Raw data:

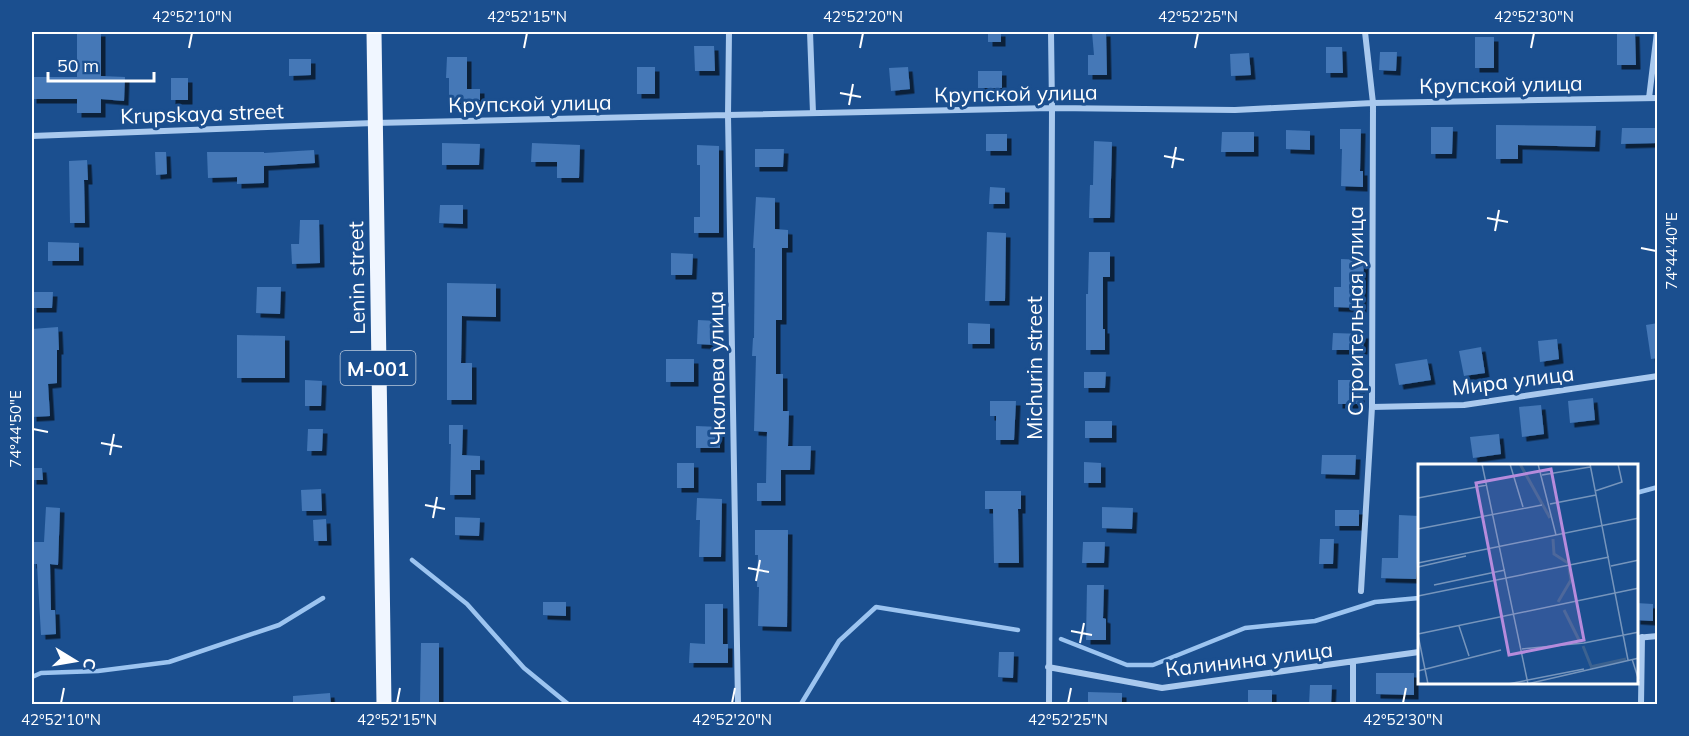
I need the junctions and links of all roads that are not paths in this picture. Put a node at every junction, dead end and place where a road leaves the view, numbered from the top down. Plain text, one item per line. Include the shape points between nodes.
1 (374, 32) edge
2 (729, 32) edge
3 (810, 32) edge
4 (1051, 32) edge
5 (1365, 32) edge
6 (1656, 32) edge
7 (1649, 98) junction
8 (1658, 98) edge
9 (1373, 104) junction
10 (1052, 108) junction
11 (813, 113) junction
12 (728, 115) junction
13 (374, 123) junction
14 (32, 135) edge
15 (1658, 376) edge
16 (1372, 406) junction
17 (1361, 591) dead end
18 (1658, 636) edge
19 (1639, 638) edge
20 (1418, 652) edge
21 (1353, 662) junction
22 (1048, 667) junction
23 (384, 705) edge
24 (738, 705) edge
25 (1049, 705) edge
26 (1353, 705) edge
27 (1641, 705) edge

1 - 13 main road, Lenin street / М-001
2 - 12 street, Чкалова улица
3 - 11 street
4 - 10 street, Michurin street
5 - 9 street, Строительная улица
6 - 7 street
7 - 8 street, Крупской улица
7 - 9 street, Крупской улица
9 - 10 street, Крупской улица via 1235,110
9 - 16 street, Строительная улица
10 - 11 street, Крупской улица
10 - 22 street, Michurin street
11 - 12 street, Крупской улица
12 - 13 street, Крупской улица
12 - 24 street, Чкалова улица
13 - 14 street, Krupskaya street
13 - 23 main road, Lenin street / М-001
15 - 16 street, Мира улица via 1464,405
16 - 17 street, Строительная улица
18 - 19 street
19 - 27 street
20 - 21 street, Калинина улица
21 - 22 street, Калинина улица via 1162,688
21 - 26 street
22 - 25 street, Michurin street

Work order: Repeat everything in the records above exactly, except the pictures.

Solution to the exercise:
I need the junctions and links of all roads that are not paths in this picture. Put a node at every junction, dead end and place where a road leaves the view, numbered from the top down. Plain text, one item per line. Include the shape points between nodes.
1 (374, 32) edge
2 (729, 32) edge
3 (810, 32) edge
4 (1051, 32) edge
5 (1365, 32) edge
6 (1656, 32) edge
7 (1649, 98) junction
8 (1658, 98) edge
9 (1373, 104) junction
10 (1052, 108) junction
11 (813, 113) junction
12 (728, 115) junction
13 (374, 123) junction
14 (32, 135) edge
15 (1658, 376) edge
16 (1372, 406) junction
17 (1361, 591) dead end
18 (1658, 636) edge
19 (1639, 638) edge
20 (1418, 652) edge
21 (1353, 662) junction
22 (1048, 667) junction
23 (384, 705) edge
24 (738, 705) edge
25 (1049, 705) edge
26 (1353, 705) edge
27 (1641, 705) edge

1 - 13 main road, Lenin street / М-001
2 - 12 street, Чкалова улица
3 - 11 street
4 - 10 street, Michurin street
5 - 9 street, Строительная улица
6 - 7 street
7 - 8 street, Крупской улица
7 - 9 street, Крупской улица
9 - 10 street, Крупской улица via 1235,110
9 - 16 street, Строительная улица
10 - 11 street, Крупской улица
10 - 22 street, Michurin street
11 - 12 street, Крупской улица
12 - 13 street, Крупской улица
12 - 24 street, Чкалова улица
13 - 14 street, Krupskaya street
13 - 23 main road, Lenin street / М-001
15 - 16 street, Мира улица via 1464,405
16 - 17 street, Строительная улица
18 - 19 street
19 - 27 street
20 - 21 street, Калинина улица
21 - 22 street, Калинина улица via 1162,688
21 - 26 street
22 - 25 street, Michurin street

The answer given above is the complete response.